### WHAT YOU HAVE TO DO
Leave no line out; reproduce the listing exactly.
------------------------------------------------------------
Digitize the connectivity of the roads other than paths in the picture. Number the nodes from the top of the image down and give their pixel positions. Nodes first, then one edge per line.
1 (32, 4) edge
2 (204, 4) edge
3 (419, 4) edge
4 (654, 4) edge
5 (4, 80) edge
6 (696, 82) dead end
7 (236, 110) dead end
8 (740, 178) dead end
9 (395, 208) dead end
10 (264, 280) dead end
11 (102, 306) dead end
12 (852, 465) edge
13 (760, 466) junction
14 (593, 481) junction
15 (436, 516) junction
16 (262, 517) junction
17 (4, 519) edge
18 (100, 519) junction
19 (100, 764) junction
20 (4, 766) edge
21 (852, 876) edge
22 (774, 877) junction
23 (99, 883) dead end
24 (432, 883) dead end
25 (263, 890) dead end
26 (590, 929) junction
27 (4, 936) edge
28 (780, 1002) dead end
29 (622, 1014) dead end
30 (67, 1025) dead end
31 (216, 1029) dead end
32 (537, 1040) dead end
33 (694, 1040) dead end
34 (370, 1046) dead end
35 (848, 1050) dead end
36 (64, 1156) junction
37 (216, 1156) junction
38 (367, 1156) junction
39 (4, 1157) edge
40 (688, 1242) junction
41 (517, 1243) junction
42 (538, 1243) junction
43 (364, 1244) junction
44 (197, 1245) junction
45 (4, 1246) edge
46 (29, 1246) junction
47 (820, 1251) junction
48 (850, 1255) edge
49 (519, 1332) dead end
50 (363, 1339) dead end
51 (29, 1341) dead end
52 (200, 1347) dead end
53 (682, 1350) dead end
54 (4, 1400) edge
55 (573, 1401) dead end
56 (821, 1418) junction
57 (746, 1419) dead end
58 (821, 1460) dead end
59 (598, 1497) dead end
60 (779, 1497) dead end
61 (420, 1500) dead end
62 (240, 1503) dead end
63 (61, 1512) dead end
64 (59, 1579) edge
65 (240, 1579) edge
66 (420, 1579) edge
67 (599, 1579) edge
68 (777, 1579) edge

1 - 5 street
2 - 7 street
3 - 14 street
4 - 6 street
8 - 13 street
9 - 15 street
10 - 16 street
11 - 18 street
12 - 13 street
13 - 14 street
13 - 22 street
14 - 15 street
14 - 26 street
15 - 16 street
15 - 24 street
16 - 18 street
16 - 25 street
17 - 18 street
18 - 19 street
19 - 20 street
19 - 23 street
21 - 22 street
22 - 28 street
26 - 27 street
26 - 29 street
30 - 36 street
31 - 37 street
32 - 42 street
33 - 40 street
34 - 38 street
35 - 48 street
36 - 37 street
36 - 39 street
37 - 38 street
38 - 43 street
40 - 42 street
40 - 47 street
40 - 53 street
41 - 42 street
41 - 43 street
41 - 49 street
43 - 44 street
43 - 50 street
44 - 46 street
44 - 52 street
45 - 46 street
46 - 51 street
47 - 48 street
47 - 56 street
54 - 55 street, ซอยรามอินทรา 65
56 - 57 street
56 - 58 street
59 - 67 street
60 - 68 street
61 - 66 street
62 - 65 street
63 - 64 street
------------------------------------------------------------
### ANSWER BOX
Digitize the connectivity of the roads other than paths in the picture. Number the nodes from the top of the image down and give their pixel positions. Nodes first, then one edge per line.
1 (32, 4) edge
2 (204, 4) edge
3 (419, 4) edge
4 (654, 4) edge
5 (4, 80) edge
6 (696, 82) dead end
7 (236, 110) dead end
8 (740, 178) dead end
9 (395, 208) dead end
10 (264, 280) dead end
11 (102, 306) dead end
12 (852, 465) edge
13 (760, 466) junction
14 (593, 481) junction
15 (436, 516) junction
16 (262, 517) junction
17 (4, 519) edge
18 (100, 519) junction
19 (100, 764) junction
20 (4, 766) edge
21 (852, 876) edge
22 (774, 877) junction
23 (99, 883) dead end
24 (432, 883) dead end
25 (263, 890) dead end
26 (590, 929) junction
27 (4, 936) edge
28 (780, 1002) dead end
29 (622, 1014) dead end
30 (67, 1025) dead end
31 (216, 1029) dead end
32 (537, 1040) dead end
33 (694, 1040) dead end
34 (370, 1046) dead end
35 (848, 1050) dead end
36 (64, 1156) junction
37 (216, 1156) junction
38 (367, 1156) junction
39 (4, 1157) edge
40 (688, 1242) junction
41 (517, 1243) junction
42 (538, 1243) junction
43 (364, 1244) junction
44 (197, 1245) junction
45 (4, 1246) edge
46 (29, 1246) junction
47 (820, 1251) junction
48 (850, 1255) edge
49 (519, 1332) dead end
50 (363, 1339) dead end
51 (29, 1341) dead end
52 (200, 1347) dead end
53 (682, 1350) dead end
54 (4, 1400) edge
55 (573, 1401) dead end
56 (821, 1418) junction
57 (746, 1419) dead end
58 (821, 1460) dead end
59 (598, 1497) dead end
60 (779, 1497) dead end
61 (420, 1500) dead end
62 (240, 1503) dead end
63 (61, 1512) dead end
64 (59, 1579) edge
65 (240, 1579) edge
66 (420, 1579) edge
67 (599, 1579) edge
68 (777, 1579) edge

1 - 5 street
2 - 7 street
3 - 14 street
4 - 6 street
8 - 13 street
9 - 15 street
10 - 16 street
11 - 18 street
12 - 13 street
13 - 14 street
13 - 22 street
14 - 15 street
14 - 26 street
15 - 16 street
15 - 24 street
16 - 18 street
16 - 25 street
17 - 18 street
18 - 19 street
19 - 20 street
19 - 23 street
21 - 22 street
22 - 28 street
26 - 27 street
26 - 29 street
30 - 36 street
31 - 37 street
32 - 42 street
33 - 40 street
34 - 38 street
35 - 48 street
36 - 37 street
36 - 39 street
37 - 38 street
38 - 43 street
40 - 42 street
40 - 47 street
40 - 53 street
41 - 42 street
41 - 43 street
41 - 49 street
43 - 44 street
43 - 50 street
44 - 46 street
44 - 52 street
45 - 46 street
46 - 51 street
47 - 48 street
47 - 56 street
54 - 55 street, ซอยรามอินทรา 65
56 - 57 street
56 - 58 street
59 - 67 street
60 - 68 street
61 - 66 street
62 - 65 street
63 - 64 street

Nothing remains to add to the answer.